• **Problem details**: Select every line below containing the word "Landkreis".

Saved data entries
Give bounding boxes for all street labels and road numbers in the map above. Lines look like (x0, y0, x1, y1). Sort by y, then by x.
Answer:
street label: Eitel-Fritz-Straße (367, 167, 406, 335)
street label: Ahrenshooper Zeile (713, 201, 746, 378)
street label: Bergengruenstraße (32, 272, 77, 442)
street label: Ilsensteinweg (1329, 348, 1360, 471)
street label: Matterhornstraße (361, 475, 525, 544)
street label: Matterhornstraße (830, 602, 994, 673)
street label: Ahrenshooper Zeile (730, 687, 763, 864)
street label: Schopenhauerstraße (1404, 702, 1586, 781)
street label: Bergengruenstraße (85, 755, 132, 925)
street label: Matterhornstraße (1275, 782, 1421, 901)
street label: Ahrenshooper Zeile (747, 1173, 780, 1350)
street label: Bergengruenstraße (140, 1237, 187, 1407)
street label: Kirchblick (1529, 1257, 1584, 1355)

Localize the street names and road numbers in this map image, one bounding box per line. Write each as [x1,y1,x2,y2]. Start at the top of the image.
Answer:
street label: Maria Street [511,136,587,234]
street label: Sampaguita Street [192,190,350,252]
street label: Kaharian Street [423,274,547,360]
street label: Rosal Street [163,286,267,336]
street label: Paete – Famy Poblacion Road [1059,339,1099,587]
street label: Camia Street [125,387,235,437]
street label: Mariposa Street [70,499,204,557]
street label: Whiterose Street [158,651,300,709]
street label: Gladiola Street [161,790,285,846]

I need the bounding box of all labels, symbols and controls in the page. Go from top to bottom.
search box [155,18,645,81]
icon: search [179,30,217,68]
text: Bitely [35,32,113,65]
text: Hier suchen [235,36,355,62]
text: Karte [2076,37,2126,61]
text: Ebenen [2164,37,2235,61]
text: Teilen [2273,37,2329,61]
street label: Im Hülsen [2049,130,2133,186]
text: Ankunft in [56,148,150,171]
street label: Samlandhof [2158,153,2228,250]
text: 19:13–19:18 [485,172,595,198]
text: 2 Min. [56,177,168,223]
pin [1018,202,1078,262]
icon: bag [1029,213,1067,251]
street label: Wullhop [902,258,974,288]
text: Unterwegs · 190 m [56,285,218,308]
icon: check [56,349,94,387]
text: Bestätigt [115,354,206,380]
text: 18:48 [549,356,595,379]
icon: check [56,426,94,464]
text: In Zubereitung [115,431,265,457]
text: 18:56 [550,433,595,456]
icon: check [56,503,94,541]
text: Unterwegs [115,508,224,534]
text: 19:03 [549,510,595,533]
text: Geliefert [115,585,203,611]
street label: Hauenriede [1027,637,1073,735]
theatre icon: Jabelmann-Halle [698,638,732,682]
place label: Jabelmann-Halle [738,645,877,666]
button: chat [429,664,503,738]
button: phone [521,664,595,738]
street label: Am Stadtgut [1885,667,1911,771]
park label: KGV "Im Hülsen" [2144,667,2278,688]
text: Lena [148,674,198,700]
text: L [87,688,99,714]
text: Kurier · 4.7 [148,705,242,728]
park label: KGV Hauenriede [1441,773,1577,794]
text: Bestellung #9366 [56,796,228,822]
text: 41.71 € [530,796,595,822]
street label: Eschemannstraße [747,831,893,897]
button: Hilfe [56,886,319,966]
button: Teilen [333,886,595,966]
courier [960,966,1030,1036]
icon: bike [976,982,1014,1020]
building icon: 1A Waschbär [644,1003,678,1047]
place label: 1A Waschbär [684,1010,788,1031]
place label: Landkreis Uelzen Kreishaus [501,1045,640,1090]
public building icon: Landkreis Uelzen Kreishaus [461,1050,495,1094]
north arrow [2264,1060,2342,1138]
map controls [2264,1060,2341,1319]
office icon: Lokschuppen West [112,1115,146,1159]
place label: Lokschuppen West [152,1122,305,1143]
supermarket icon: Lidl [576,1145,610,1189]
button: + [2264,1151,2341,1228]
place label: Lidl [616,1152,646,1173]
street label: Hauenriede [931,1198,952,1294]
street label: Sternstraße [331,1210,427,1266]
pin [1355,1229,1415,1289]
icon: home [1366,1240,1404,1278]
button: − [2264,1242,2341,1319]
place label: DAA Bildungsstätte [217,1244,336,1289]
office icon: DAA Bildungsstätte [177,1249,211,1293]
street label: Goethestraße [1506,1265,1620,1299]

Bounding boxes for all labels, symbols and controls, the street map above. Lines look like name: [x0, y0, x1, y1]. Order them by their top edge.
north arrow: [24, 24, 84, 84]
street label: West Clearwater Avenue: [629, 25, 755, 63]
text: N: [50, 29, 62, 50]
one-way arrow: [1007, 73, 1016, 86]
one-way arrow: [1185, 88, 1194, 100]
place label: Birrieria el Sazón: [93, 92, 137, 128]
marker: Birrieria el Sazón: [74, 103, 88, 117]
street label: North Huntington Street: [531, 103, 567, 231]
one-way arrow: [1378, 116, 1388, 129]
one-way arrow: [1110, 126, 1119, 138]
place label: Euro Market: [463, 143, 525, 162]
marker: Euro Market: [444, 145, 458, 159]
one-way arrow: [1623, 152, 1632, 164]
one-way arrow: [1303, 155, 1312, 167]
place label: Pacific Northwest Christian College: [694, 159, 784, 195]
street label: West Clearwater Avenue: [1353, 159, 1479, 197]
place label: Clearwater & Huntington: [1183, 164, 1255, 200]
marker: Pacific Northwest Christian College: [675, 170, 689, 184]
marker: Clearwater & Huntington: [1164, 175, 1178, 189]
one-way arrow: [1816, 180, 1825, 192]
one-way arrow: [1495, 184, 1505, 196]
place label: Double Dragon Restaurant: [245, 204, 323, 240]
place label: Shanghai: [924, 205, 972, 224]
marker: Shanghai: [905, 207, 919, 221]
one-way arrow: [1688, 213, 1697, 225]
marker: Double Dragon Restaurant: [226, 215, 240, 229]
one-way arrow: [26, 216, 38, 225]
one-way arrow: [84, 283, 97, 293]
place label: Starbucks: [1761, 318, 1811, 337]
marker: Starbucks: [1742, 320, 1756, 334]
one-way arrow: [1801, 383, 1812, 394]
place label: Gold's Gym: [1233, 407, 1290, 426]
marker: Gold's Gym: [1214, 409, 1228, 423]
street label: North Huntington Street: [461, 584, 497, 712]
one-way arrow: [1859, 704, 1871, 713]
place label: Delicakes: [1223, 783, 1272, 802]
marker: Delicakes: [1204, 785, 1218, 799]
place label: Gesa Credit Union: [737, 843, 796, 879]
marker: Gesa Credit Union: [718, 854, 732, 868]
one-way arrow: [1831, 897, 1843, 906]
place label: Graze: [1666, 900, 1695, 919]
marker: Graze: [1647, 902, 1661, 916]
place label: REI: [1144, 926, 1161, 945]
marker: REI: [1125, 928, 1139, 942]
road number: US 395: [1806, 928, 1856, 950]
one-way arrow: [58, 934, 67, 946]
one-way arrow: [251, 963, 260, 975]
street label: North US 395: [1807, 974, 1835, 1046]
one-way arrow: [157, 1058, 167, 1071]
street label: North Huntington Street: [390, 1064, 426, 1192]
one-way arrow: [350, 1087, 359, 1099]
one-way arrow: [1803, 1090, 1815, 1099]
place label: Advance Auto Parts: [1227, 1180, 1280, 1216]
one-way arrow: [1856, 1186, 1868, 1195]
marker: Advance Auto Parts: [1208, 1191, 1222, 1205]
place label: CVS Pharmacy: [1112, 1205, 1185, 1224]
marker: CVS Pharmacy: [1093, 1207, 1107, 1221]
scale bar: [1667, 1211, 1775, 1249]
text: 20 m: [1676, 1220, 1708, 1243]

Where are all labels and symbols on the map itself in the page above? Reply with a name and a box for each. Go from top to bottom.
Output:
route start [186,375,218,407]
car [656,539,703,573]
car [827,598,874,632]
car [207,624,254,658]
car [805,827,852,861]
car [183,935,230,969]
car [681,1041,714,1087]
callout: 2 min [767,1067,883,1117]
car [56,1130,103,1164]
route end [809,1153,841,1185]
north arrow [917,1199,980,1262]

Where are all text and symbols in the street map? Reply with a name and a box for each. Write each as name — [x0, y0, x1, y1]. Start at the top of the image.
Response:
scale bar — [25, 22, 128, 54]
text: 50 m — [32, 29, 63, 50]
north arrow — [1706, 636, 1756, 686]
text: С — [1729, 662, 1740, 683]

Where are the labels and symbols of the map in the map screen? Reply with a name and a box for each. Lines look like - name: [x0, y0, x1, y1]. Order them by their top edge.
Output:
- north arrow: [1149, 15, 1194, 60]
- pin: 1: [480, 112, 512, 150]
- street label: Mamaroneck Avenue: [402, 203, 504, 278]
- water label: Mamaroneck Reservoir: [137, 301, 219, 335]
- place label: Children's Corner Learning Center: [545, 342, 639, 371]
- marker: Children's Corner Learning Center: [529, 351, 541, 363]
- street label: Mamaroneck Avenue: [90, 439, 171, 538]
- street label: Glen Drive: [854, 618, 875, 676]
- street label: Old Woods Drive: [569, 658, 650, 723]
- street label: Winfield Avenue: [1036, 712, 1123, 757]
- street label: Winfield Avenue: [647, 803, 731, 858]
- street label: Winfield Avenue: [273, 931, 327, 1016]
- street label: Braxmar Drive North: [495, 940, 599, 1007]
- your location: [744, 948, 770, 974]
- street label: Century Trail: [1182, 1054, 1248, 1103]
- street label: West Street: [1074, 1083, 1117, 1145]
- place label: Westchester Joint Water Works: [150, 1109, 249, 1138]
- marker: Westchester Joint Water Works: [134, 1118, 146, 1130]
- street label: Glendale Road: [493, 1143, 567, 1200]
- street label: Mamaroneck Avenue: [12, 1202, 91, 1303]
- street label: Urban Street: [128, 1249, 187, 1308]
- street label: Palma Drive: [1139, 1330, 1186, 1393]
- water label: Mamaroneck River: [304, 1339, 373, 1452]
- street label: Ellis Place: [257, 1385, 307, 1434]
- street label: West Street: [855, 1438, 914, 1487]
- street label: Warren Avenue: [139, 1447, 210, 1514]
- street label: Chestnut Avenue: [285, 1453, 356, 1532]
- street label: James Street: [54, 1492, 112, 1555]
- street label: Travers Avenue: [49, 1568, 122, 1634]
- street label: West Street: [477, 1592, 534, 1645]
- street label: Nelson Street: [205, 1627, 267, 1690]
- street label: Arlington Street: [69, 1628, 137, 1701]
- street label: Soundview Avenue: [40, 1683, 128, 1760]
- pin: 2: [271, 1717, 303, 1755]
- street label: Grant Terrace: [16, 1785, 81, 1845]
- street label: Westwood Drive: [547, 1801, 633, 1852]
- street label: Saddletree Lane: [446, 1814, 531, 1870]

• **Answer space**:
place label: Landkreis Uelzen Kreishaus [501,1045,640,1090]
public building icon: Landkreis Uelzen Kreishaus [461,1050,495,1094]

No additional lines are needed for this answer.